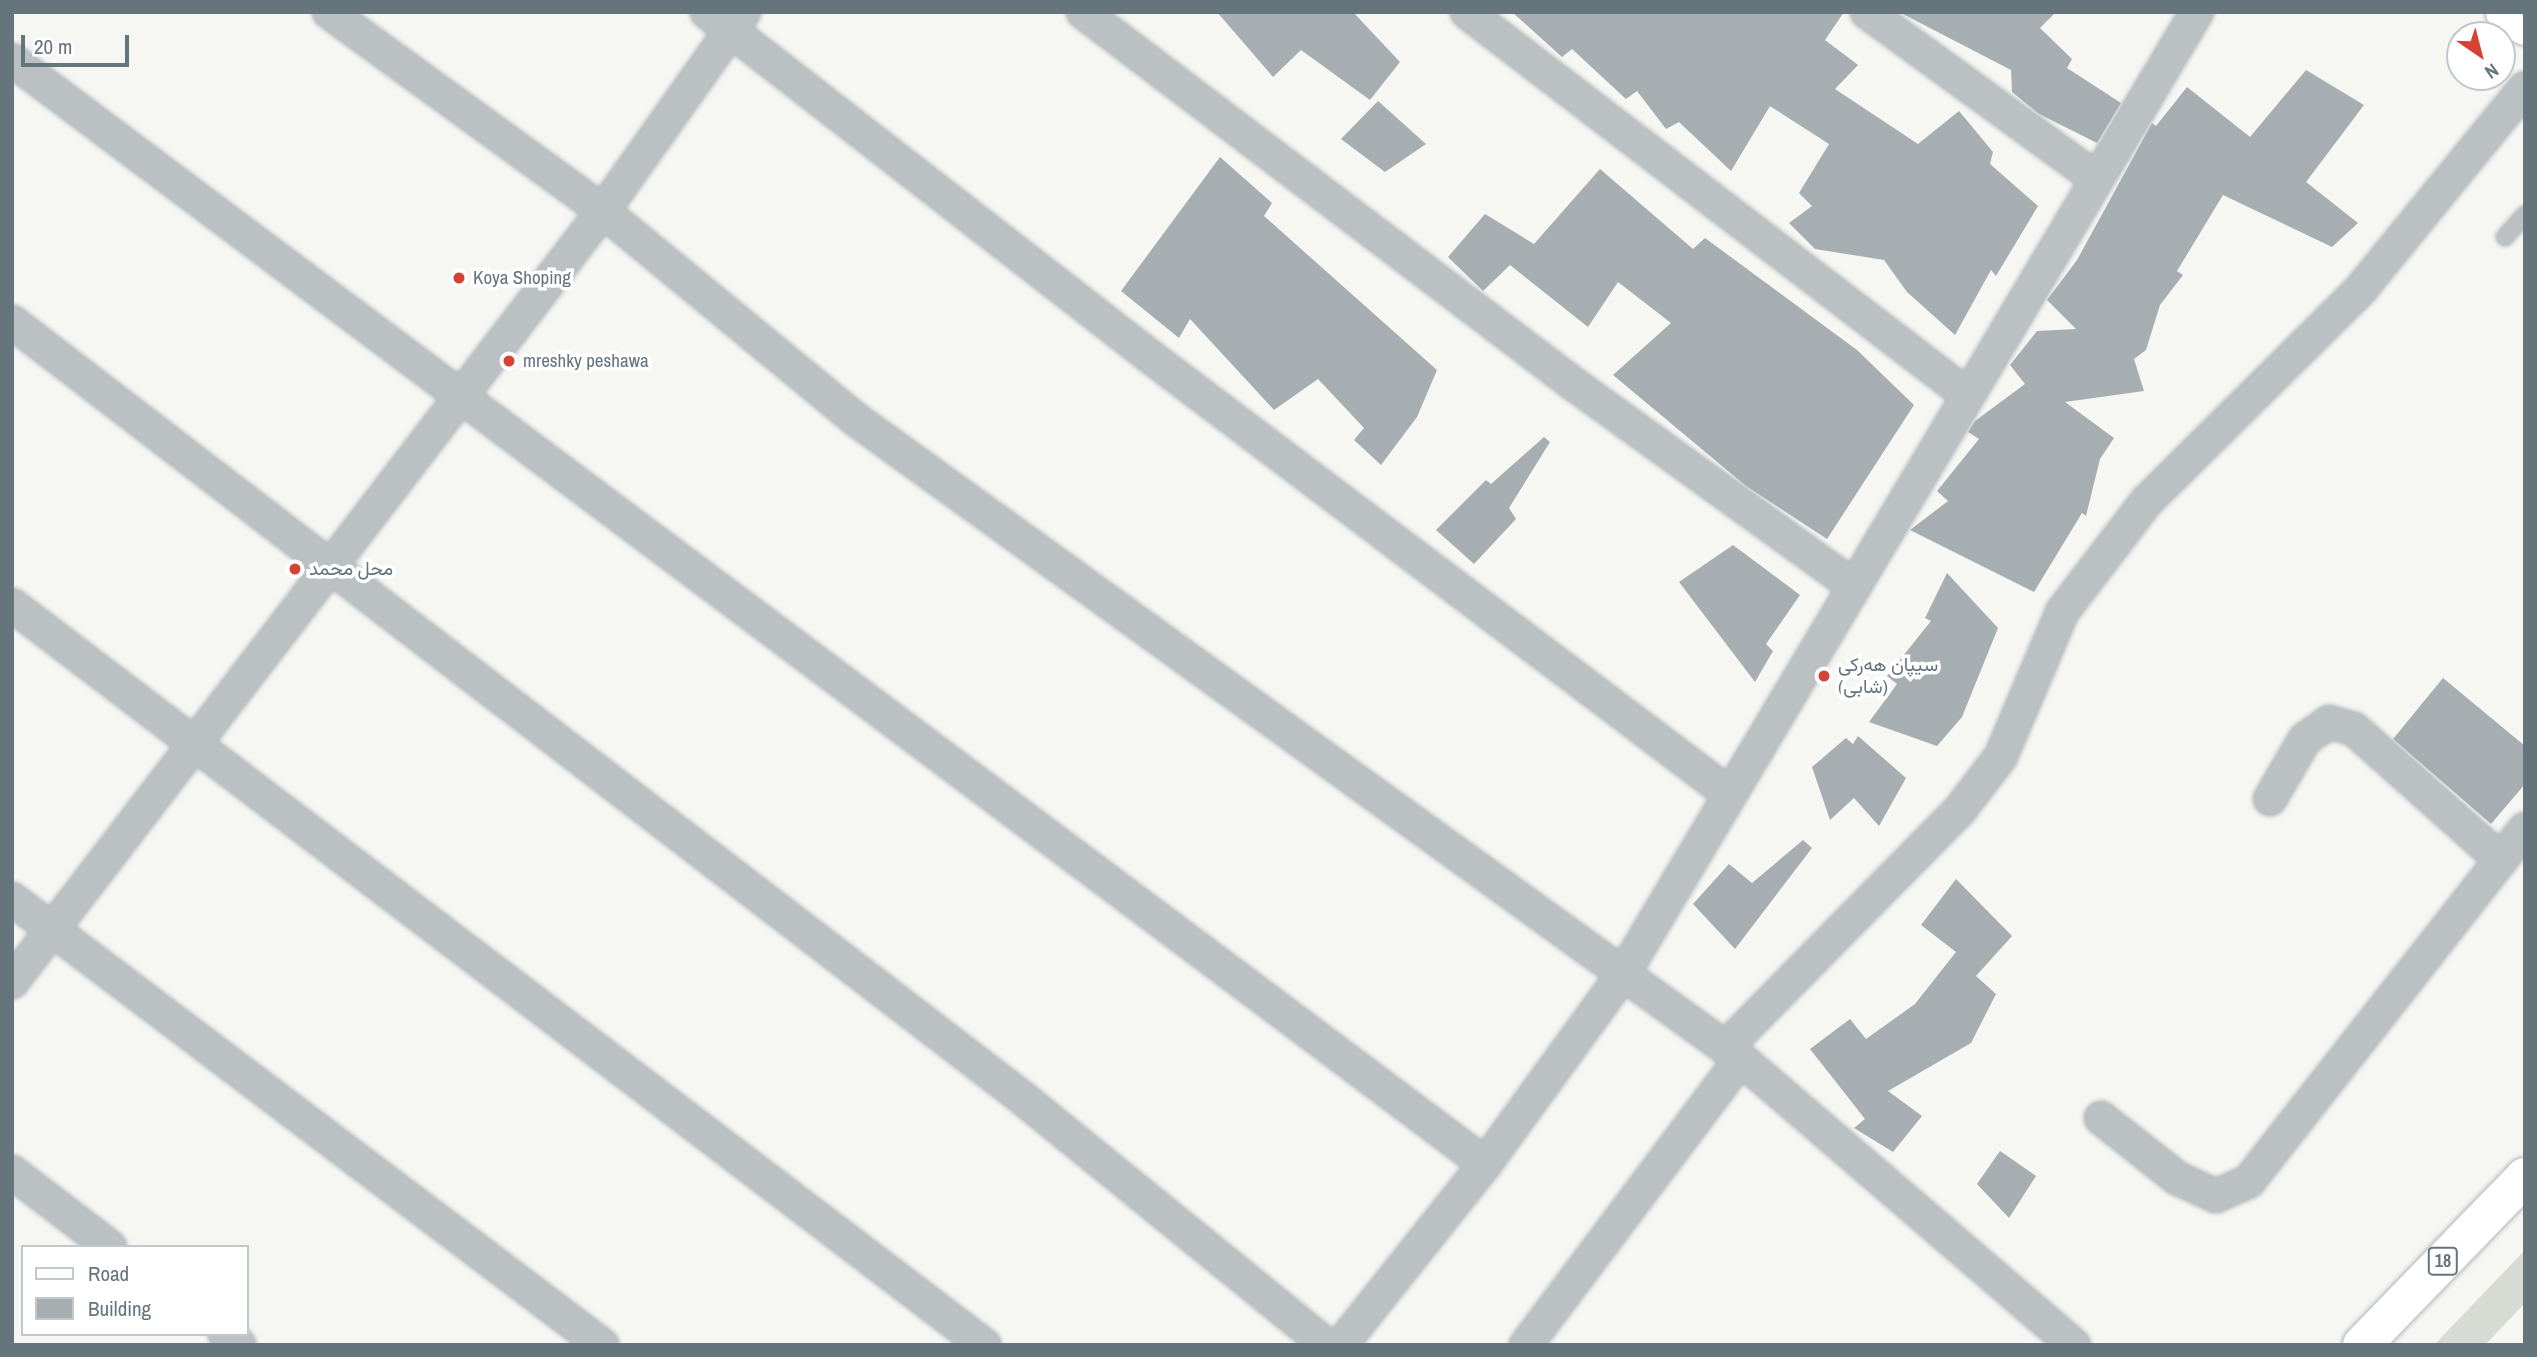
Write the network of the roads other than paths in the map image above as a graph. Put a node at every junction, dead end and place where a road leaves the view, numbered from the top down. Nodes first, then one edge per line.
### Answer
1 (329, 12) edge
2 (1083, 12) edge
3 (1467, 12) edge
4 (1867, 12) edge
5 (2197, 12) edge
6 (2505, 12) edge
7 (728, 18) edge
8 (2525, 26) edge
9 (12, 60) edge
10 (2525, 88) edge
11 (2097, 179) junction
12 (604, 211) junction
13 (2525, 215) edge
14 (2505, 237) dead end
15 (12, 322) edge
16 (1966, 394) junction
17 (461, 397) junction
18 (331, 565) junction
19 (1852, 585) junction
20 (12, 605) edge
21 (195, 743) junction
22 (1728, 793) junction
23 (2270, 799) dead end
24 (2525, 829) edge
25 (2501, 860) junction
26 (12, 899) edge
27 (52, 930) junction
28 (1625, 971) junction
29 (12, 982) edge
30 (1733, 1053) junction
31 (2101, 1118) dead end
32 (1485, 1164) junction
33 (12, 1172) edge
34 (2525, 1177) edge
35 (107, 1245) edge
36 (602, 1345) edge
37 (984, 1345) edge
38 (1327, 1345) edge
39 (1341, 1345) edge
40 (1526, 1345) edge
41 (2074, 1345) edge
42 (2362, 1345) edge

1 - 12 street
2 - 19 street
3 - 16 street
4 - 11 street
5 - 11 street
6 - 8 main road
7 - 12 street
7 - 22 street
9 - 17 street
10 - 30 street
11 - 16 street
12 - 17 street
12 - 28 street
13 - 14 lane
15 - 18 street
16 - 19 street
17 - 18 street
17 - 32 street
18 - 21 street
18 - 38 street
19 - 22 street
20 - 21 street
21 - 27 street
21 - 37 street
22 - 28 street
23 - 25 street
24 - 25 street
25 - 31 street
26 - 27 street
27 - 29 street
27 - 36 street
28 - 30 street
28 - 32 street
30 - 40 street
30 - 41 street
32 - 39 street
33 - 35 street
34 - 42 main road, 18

● ● ● ● ●

Directions for this task.
Verbatim copy with pictures excluded: write out the records above in full.

Solution to the problem.
Write the network of the roads other than paths in the map image above as a graph. Put a node at every junction, dead end and place where a road leaves the view, numbered from the top down. Nodes first, then one edge per line.
### Answer
1 (329, 12) edge
2 (1083, 12) edge
3 (1467, 12) edge
4 (1867, 12) edge
5 (2197, 12) edge
6 (2505, 12) edge
7 (728, 18) edge
8 (2525, 26) edge
9 (12, 60) edge
10 (2525, 88) edge
11 (2097, 179) junction
12 (604, 211) junction
13 (2525, 215) edge
14 (2505, 237) dead end
15 (12, 322) edge
16 (1966, 394) junction
17 (461, 397) junction
18 (331, 565) junction
19 (1852, 585) junction
20 (12, 605) edge
21 (195, 743) junction
22 (1728, 793) junction
23 (2270, 799) dead end
24 (2525, 829) edge
25 (2501, 860) junction
26 (12, 899) edge
27 (52, 930) junction
28 (1625, 971) junction
29 (12, 982) edge
30 (1733, 1053) junction
31 (2101, 1118) dead end
32 (1485, 1164) junction
33 (12, 1172) edge
34 (2525, 1177) edge
35 (107, 1245) edge
36 (602, 1345) edge
37 (984, 1345) edge
38 (1327, 1345) edge
39 (1341, 1345) edge
40 (1526, 1345) edge
41 (2074, 1345) edge
42 (2362, 1345) edge

1 - 12 street
2 - 19 street
3 - 16 street
4 - 11 street
5 - 11 street
6 - 8 main road
7 - 12 street
7 - 22 street
9 - 17 street
10 - 30 street
11 - 16 street
12 - 17 street
12 - 28 street
13 - 14 lane
15 - 18 street
16 - 19 street
17 - 18 street
17 - 32 street
18 - 21 street
18 - 38 street
19 - 22 street
20 - 21 street
21 - 27 street
21 - 37 street
22 - 28 street
23 - 25 street
24 - 25 street
25 - 31 street
26 - 27 street
27 - 29 street
27 - 36 street
28 - 30 street
28 - 32 street
30 - 40 street
30 - 41 street
32 - 39 street
33 - 35 street
34 - 42 main road, 18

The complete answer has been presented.